Nous savons aussi, par une liste établie aux lendemains de la Libération parmi les détenus de la maison d’arrêt qui étaient connus d’un prisonnier résistant carcassonnais, le Dr. Émile Delteil, qu’il y avait aussi six Héraultais, trois domiciliés à Béziers, et trois autres résidant respectivement à Sète, Bédarieux et le Bousquet d’Orb. Mais aucun de ces derniers ne furent pris parmi les otages destinés à être fusillés à Roullens. Se rajoutait aux précédents un prisonnier domicilié à Lyon (Rhône).
La "liste de personnes détenues à la maison d’arrêt de Carcassonne avec le docteur Delteil" établie sans doute par la gendarmerie après la Libération comprend, parmi les vingt et une qui y figurent, onze personnes résidant dans diverses localités des Pyrénées-Orientales. À l’exception des prisonniers venant de Perpignan qui furent fusillés à Baudrigues, elles furent libérées le 19 août par les Allemands, avec des Audois, les Héraultais et le Lyonnais et prises en charge par la Croix rouge française. Pour sa part, l’historien carcassonnais Jean-Louis Bonnet donne (op.cit., p. 147, pp. 150-152) quelques noms supplémentaires de détenus venant de Pau (Basses-Pyrénées) et de Nice (Alpes-Maritimes). Faisant la synthèse de plusieurs sources (qui inclut la " liste du docteur Delteil"), et incluant les quatorze détenus dont on sait de façon sûre qu’ils ont été exécutés à Baudrigues, il en dénombre cinquante-huit dont sept femmes. Mais il nous semble que, parmi ceux qu’il comptabilise : Gineste Marin est sans doute la même personne que Marin Geneste ; Joseph Co et Joseph Lo se confondent selon toute vraisemblance. Dans ce cas, le nombre des détenus serait donc de cinquante-six.

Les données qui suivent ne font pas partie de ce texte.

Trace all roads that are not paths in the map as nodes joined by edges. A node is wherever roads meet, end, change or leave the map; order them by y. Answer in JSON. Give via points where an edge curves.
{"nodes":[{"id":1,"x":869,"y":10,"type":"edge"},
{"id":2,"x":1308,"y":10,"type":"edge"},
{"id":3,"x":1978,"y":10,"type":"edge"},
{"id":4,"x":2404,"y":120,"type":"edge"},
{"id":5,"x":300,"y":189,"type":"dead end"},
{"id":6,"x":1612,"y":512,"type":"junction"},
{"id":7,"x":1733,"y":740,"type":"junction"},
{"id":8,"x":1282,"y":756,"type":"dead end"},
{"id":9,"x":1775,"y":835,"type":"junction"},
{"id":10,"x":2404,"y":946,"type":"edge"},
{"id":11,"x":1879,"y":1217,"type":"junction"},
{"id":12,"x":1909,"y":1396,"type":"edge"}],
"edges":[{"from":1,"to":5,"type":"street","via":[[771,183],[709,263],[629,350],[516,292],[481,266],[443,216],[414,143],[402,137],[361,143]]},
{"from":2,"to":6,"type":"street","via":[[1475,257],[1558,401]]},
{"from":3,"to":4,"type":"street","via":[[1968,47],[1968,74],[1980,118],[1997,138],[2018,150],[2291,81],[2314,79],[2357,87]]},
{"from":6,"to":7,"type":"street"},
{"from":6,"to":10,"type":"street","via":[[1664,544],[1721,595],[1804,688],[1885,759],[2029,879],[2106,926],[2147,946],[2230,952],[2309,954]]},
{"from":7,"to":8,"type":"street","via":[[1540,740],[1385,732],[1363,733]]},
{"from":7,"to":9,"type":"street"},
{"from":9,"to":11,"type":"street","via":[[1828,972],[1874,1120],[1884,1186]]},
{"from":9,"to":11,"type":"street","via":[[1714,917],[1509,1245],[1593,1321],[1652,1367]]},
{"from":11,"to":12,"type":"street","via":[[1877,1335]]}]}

Le colonel Dischler, commandant de la place de Carcassonne fut le maître d’œuvre des actions contre les résistants, ceux qui étaient détenus à la maison d’arrêt en premier lieu. Le 19 août à 11 heures du matin, vingt résistants enfermés à la maison d’arrêt de Carcassonne en furent extraits. Le 19 août 1944, le préfet de l’Aude avait dépêché un négociateur auprès de l’adjoint de la SIPO-SD, Oskar Schiffner (né en 1909) afin d’obtenir la libération de ces otages, au même titre que les autres prisonniers, avant le départ des forces allemandes. Schiffner n’accepta de libérer que le docteur Émile Delteil, chirurgien, propriétaire de la clinique du Bastion (Carcassonne) qu’il « graciait » pour avoir accepté de soigner des soldats allemands (un des motifs de son arrestation était d’avoir pris en charge des résistants blessés). Les détenus furent transportés dans un fourgon cellulaire au domaine de Baudrigues (commune de Roullens, 6 km au sud de Carcassonne dont elle est limitrophe) où les forces d’occupation avaient installé un dépôt de munitions (obus d’artillerie et torpilles pour l’aviation de bombardement). De l’extérieur, des témoins virent Jean Bringer et Aimé Ramond (qu’ils connaissaient) dans le fourgon cellulaire. Des dispositions avaient déjà été prises afin de provoquer l’explosion du dépôt et les occupants du domaine (parmi lesquels Henri Cambon le régisseur et son fils Alphonse) ont expliqué, après le drame, que les Allemands leur avaient demandé de quitter les lieux. Ce fut le capitaine Georg Reinhardt, de la Kommandantur, officier très lié à la Siecherheitspolizei, connu pour ses attitudes expéditives dans la mise en œuvre des exécutions, qui, en l’absence d’officiers supérieurs, organisa la tuerie de Baudrigues. L’Oberfeldwebel (adjudant-chef) Karl Bauger, présent à Baudrigues, fut chargé, dans la perspective de l’abandon de la place de Carcassonne par les forces allemandes, d’exécuter l’ordre de destruction du dépôt de munitions. Les chefs artificiers Fritz Ballaenger et Fritz Dierkes chargés de miner le dépôt et le château, aidèrent à l’exécution des résistants. Les jours précédents, ces deux hommes, connus pour leur cruauté, avaient participé avec zèle à la répression des forces résistantes. Dans la vallée de l’Aude entre Limoux et Couiza, Ballaenger, "nazi redoutable" s’était livré à des actes de torture.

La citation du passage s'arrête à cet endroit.